Ah. Sa thèse improvisée.

— C'est l'ancien nom que possédait le Japon.

Celui qui était plus sage.

—Et selon toi, que veut dire « respire, Edo »?

Je mettais une pause dans notre dialogue, juste le temps de lever la tête vers le ciel qui chialait.

Réponds Tokyo, pourquoi tu pleures?

Je fermais les yeux pour apprécier le temps passé en sa compagnie et pour essayer de me rappeler si il m'avait déjà chuchoter la réponse. Mes paupières s'ouvraient dans un sourire vainqueur.

— Ça représente le regret, celui dont tout le monde connaît la provenance mais personne n'arrive à lui dire quoi faire.

La flamme de ses prunelles se rallumait pour les faire fondre de tendresse.

— Et donc?

— Edo regrette ce qu'il est devenu. Lui et sa population qui erre sans but ni foi en ses valeurs d'antan.

—C'est pour ça.. Elle laissait tomber sa phrase sur le sol.

— C'est pour ça quoi?

Le sujet et le verbe se séparaient à mes pieds, il ne manquait plus que le complètement.
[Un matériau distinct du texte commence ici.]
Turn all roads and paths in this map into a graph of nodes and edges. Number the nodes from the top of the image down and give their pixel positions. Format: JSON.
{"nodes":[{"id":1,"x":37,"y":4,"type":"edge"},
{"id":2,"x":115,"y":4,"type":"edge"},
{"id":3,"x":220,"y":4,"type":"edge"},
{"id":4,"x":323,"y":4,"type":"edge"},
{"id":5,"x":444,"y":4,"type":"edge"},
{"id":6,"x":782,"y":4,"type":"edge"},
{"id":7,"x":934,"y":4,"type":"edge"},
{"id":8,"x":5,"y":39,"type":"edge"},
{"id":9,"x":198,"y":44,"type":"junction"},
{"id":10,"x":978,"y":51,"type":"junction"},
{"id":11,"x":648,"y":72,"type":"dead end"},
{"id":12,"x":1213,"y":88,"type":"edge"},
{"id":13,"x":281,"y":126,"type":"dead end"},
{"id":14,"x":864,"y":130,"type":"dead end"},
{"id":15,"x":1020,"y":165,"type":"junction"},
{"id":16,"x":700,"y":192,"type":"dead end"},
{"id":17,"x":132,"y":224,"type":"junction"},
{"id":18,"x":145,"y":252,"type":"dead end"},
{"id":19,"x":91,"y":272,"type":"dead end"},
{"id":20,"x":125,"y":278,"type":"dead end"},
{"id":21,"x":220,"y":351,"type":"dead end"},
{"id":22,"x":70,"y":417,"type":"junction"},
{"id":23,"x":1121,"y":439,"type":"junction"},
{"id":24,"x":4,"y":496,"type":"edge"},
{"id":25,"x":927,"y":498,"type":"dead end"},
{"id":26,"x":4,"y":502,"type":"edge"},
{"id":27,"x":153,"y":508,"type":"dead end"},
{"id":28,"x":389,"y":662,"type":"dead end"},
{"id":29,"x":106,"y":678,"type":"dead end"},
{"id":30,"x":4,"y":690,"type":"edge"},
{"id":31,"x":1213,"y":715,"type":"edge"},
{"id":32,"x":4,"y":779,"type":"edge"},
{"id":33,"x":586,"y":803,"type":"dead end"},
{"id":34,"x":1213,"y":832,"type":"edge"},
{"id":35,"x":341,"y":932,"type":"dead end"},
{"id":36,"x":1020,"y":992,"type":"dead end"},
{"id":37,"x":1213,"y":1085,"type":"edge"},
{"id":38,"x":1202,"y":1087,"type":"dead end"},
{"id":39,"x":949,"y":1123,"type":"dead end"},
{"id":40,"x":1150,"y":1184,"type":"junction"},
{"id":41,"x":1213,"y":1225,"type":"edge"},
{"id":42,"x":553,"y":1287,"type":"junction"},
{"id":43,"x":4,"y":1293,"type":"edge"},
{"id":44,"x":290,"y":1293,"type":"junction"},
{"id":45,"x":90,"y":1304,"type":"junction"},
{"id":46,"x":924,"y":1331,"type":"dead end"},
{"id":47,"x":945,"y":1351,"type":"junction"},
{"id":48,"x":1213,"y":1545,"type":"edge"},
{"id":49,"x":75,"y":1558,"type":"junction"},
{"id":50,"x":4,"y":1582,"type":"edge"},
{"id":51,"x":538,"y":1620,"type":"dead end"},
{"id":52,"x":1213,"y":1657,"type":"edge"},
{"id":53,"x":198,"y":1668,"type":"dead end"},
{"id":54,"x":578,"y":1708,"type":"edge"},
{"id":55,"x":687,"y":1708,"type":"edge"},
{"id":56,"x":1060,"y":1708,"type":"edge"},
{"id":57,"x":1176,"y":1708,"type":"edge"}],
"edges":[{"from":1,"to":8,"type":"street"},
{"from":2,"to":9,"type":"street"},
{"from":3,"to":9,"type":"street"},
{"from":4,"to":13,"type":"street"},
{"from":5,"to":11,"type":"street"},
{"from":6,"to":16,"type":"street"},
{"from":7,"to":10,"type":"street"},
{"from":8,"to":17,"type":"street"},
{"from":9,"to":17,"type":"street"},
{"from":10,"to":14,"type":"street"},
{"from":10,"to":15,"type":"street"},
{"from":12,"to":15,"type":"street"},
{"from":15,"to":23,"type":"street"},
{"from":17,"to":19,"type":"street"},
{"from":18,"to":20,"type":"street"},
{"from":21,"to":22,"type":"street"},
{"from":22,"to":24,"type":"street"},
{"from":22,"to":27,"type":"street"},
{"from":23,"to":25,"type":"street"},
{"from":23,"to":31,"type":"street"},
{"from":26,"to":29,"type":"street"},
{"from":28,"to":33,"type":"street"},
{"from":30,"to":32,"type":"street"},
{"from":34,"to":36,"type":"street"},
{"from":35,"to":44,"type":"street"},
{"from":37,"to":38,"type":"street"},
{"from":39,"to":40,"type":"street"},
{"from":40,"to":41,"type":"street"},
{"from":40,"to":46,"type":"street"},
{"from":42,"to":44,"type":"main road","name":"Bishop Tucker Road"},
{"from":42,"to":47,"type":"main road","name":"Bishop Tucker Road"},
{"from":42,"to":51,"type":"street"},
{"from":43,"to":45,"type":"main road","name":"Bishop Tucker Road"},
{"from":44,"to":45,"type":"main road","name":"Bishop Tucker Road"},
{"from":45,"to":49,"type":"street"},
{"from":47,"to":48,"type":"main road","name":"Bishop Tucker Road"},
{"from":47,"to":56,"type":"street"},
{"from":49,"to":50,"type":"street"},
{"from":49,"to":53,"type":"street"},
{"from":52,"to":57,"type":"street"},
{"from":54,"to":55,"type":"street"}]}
— C'est pour ça que je t'aime.

Une bouffée d'air frais emplissait mes poumons. Elle liait ses doigts dans son dos, gênée.

— Tu risques d'avoir froid ici, je lui rappelais en m'approchant de ses tremblements.

— Ça risque pas, j'ai des bouffées de chaleur.

Elle n'arrivait pas à en rajouter plus car le moment me semblait opportun pour attirer délicatement l'arrière de sa tête vers ma poitrine.

— Moi aussi, je t'aime.

Quelque part dans le bâtiment, sûrement au quatrième étage, un bouquet de fleurs dans les bras, quelqu'un nous toisait.

Ce quelqu'un était dangereux pour nous deux.

Très dangereux.

Mais ça, ni elle ni moi ne le savions.